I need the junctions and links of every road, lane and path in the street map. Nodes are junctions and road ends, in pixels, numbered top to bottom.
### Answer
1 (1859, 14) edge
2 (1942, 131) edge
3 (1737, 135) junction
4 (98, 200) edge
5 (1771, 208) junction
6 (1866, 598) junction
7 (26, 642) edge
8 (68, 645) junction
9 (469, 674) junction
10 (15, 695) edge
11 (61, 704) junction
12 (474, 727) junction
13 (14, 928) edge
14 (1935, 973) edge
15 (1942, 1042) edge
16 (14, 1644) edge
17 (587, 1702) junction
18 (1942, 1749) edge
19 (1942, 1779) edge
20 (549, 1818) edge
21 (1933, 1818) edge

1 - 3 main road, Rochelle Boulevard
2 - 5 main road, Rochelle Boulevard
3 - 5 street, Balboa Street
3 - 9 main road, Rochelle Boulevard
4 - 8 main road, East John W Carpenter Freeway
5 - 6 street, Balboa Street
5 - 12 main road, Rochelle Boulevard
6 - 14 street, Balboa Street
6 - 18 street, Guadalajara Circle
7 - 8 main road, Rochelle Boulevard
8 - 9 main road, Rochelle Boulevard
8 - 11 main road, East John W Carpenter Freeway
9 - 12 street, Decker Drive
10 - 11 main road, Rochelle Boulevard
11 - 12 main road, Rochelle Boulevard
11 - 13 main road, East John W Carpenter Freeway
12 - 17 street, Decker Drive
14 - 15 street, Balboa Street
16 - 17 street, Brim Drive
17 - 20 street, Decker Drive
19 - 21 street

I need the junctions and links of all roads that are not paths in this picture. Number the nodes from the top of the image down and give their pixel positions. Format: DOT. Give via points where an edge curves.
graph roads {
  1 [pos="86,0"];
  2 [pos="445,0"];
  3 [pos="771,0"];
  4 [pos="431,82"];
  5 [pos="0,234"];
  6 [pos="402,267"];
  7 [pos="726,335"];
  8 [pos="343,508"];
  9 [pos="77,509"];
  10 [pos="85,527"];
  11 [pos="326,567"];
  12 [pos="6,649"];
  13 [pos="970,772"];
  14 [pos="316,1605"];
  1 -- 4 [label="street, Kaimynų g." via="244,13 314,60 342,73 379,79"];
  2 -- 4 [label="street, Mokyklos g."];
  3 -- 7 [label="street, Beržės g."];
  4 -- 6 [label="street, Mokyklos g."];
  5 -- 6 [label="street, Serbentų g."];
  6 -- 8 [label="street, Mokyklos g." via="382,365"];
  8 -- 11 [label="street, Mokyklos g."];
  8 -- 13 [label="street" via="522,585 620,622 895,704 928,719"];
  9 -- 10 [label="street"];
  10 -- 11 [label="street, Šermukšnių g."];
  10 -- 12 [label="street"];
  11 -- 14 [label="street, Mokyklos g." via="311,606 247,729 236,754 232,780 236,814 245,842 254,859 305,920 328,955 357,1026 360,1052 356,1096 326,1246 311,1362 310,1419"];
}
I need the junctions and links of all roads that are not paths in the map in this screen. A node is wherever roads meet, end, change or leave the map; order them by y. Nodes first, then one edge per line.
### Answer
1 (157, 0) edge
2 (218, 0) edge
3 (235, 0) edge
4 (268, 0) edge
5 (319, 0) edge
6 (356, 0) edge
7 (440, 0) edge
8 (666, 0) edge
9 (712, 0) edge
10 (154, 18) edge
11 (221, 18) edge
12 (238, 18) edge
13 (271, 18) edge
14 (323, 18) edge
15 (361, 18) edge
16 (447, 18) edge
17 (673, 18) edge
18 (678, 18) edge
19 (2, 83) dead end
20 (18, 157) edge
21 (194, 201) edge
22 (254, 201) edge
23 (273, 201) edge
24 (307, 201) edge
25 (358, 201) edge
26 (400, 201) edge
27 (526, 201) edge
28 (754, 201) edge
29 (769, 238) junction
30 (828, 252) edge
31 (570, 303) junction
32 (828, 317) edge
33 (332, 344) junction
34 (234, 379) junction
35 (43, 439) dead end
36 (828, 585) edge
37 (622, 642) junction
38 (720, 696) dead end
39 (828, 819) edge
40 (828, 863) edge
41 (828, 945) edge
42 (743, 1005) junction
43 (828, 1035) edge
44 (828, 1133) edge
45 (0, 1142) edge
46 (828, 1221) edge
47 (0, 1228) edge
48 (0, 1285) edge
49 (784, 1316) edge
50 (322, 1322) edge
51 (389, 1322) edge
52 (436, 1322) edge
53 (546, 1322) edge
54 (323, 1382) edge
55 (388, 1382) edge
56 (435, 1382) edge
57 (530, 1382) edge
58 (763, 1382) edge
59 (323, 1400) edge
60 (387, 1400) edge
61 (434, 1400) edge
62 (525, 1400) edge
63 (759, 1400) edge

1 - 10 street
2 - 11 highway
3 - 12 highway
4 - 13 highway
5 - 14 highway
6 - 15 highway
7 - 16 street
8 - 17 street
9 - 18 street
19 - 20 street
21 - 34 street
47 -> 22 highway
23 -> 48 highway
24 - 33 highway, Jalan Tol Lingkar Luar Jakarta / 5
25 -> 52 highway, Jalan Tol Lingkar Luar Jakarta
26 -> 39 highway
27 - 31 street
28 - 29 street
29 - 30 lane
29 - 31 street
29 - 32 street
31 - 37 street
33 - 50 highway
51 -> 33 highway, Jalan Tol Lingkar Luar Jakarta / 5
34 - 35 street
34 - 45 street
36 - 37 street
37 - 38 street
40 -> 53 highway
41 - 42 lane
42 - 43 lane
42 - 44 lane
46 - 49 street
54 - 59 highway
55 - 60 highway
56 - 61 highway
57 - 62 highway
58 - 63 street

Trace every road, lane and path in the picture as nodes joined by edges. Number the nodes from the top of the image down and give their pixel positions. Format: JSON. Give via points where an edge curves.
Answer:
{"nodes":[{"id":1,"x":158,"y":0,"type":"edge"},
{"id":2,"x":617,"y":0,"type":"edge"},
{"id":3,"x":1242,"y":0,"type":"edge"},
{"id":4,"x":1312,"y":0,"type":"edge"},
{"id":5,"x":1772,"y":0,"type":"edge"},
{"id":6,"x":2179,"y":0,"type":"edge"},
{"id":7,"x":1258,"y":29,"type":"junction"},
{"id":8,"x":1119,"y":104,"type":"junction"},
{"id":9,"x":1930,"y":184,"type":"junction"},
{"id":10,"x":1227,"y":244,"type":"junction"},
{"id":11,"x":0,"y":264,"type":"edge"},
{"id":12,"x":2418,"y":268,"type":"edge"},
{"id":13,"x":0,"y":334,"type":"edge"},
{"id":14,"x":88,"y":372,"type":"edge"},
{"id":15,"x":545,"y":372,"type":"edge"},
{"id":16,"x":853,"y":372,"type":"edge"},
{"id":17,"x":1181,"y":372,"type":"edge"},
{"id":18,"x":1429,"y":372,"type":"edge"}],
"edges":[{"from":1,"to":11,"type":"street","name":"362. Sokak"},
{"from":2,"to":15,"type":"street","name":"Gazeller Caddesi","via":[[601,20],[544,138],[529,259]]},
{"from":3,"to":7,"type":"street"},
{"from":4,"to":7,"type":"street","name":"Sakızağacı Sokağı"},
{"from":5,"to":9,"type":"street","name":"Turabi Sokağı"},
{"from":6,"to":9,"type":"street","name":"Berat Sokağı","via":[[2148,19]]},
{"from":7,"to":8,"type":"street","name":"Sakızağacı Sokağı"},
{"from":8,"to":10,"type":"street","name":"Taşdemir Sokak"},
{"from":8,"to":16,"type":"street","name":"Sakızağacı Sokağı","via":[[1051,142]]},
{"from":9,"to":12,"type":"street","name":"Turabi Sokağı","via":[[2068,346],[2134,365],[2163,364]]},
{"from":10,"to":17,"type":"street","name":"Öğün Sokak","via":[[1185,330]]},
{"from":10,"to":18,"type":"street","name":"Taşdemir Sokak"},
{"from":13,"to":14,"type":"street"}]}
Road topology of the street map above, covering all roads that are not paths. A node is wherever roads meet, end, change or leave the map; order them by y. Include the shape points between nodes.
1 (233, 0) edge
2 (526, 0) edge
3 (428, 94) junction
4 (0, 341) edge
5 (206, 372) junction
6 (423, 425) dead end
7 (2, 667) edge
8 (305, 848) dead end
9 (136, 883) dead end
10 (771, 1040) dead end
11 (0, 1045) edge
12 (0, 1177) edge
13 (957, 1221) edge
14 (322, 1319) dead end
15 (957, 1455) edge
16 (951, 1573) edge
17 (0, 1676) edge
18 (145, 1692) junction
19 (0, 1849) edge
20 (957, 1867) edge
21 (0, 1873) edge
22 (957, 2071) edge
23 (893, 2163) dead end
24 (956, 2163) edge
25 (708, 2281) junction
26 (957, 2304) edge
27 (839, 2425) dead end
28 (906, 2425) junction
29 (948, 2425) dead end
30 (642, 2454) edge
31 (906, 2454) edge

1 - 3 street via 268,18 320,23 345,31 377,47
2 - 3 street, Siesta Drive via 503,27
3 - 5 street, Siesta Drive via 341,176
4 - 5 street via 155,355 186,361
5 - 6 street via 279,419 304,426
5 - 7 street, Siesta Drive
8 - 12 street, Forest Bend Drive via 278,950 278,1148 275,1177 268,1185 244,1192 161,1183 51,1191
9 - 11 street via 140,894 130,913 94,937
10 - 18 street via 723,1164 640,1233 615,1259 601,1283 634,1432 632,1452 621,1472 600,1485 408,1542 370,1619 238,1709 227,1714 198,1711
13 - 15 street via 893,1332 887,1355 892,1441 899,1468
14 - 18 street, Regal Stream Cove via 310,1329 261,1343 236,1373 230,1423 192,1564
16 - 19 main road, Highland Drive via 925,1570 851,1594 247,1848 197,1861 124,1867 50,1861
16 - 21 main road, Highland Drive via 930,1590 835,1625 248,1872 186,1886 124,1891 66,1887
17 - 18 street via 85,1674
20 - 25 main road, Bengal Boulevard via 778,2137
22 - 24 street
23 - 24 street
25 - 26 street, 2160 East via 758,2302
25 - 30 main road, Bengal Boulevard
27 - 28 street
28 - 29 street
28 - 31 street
____
- Problem
The response consists of the lines above that contain "links".

- Response to this task
I need the junctions and links of every road, lane and path in the street map. Nodes are junctions and road ends, in pixels, numbered top to bottom.
I need the junctions and links of all roads that are not paths in this picture. Number the nodes from the top of the image down and give their pixel positions. Format: DOT. Give via points where an edge curves.
I need the junctions and links of all roads that are not paths in the map in this screen. A node is wherever roads meet, end, change or leave the map; order them by y. Nodes first, then one edge per line.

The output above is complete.